EXERCISE REQUIREMENTS:
Copy every line of the material precisely.

SOURCE MATERIAL:
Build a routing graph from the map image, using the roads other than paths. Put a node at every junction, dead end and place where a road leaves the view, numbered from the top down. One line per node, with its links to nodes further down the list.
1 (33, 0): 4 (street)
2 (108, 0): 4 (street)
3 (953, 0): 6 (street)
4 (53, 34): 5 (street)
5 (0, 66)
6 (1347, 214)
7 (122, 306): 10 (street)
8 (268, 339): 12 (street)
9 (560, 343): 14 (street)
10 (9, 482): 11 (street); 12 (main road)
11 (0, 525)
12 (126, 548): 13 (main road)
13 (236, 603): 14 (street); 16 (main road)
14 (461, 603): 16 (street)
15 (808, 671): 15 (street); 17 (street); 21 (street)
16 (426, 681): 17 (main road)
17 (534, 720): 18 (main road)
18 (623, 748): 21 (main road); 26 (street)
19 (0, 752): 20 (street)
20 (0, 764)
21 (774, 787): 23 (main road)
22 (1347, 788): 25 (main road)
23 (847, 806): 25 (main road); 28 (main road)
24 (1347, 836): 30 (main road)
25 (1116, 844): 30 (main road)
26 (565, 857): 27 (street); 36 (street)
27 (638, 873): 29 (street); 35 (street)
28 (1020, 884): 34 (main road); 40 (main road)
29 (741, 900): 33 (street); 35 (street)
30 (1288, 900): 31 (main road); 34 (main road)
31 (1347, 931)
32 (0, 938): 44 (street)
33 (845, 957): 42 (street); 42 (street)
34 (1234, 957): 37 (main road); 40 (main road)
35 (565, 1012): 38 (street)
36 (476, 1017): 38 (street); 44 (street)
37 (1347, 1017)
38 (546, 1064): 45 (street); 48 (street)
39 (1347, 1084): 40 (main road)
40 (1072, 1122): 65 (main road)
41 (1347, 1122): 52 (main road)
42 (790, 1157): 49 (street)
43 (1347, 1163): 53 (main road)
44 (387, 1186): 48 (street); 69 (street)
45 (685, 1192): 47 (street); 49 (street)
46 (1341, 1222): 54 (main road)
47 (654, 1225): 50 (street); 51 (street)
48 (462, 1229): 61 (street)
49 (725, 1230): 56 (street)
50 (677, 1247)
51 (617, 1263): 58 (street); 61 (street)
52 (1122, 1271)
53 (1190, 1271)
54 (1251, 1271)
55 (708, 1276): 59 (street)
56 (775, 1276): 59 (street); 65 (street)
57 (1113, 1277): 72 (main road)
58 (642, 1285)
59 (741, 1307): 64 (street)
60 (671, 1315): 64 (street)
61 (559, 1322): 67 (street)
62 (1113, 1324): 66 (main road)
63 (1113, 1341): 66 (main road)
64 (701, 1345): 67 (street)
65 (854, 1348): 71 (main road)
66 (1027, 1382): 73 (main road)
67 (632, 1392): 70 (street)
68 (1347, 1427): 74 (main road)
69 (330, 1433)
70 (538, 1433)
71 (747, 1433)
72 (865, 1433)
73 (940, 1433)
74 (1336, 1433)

WRITTEN RESPONSE:
Build a routing graph from the map image, using the roads other than paths. Put a node at every junction, dead end and place where a road leaves the view, numbered from the top down. One line per node, with its links to nodes further down the list.
1 (33, 0): 4 (street)
2 (108, 0): 4 (street)
3 (953, 0): 6 (street)
4 (53, 34): 5 (street)
5 (0, 66)
6 (1347, 214)
7 (122, 306): 10 (street)
8 (268, 339): 12 (street)
9 (560, 343): 14 (street)
10 (9, 482): 11 (street); 12 (main road)
11 (0, 525)
12 (126, 548): 13 (main road)
13 (236, 603): 14 (street); 16 (main road)
14 (461, 603): 16 (street)
15 (808, 671): 15 (street); 17 (street); 21 (street)
16 (426, 681): 17 (main road)
17 (534, 720): 18 (main road)
18 (623, 748): 21 (main road); 26 (street)
19 (0, 752): 20 (street)
20 (0, 764)
21 (774, 787): 23 (main road)
22 (1347, 788): 25 (main road)
23 (847, 806): 25 (main road); 28 (main road)
24 (1347, 836): 30 (main road)
25 (1116, 844): 30 (main road)
26 (565, 857): 27 (street); 36 (street)
27 (638, 873): 29 (street); 35 (street)
28 (1020, 884): 34 (main road); 40 (main road)
29 (741, 900): 33 (street); 35 (street)
30 (1288, 900): 31 (main road); 34 (main road)
31 (1347, 931)
32 (0, 938): 44 (street)
33 (845, 957): 42 (street); 42 (street)
34 (1234, 957): 37 (main road); 40 (main road)
35 (565, 1012): 38 (street)
36 (476, 1017): 38 (street); 44 (street)
37 (1347, 1017)
38 (546, 1064): 45 (street); 48 (street)
39 (1347, 1084): 40 (main road)
40 (1072, 1122): 65 (main road)
41 (1347, 1122): 52 (main road)
42 (790, 1157): 49 (street)
43 (1347, 1163): 53 (main road)
44 (387, 1186): 48 (street); 69 (street)
45 (685, 1192): 47 (street); 49 (street)
46 (1341, 1222): 54 (main road)
47 (654, 1225): 50 (street); 51 (street)
48 (462, 1229): 61 (street)
49 (725, 1230): 56 (street)
50 (677, 1247)
51 (617, 1263): 58 (street); 61 (street)
52 (1122, 1271)
53 (1190, 1271)
54 (1251, 1271)
55 (708, 1276): 59 (street)
56 (775, 1276): 59 (street); 65 (street)
57 (1113, 1277): 72 (main road)
58 (642, 1285)
59 (741, 1307): 64 (street)
60 (671, 1315): 64 (street)
61 (559, 1322): 67 (street)
62 (1113, 1324): 66 (main road)
63 (1113, 1341): 66 (main road)
64 (701, 1345): 67 (street)
65 (854, 1348): 71 (main road)
66 (1027, 1382): 73 (main road)
67 (632, 1392): 70 (street)
68 (1347, 1427): 74 (main road)
69 (330, 1433)
70 (538, 1433)
71 (747, 1433)
72 (865, 1433)
73 (940, 1433)
74 (1336, 1433)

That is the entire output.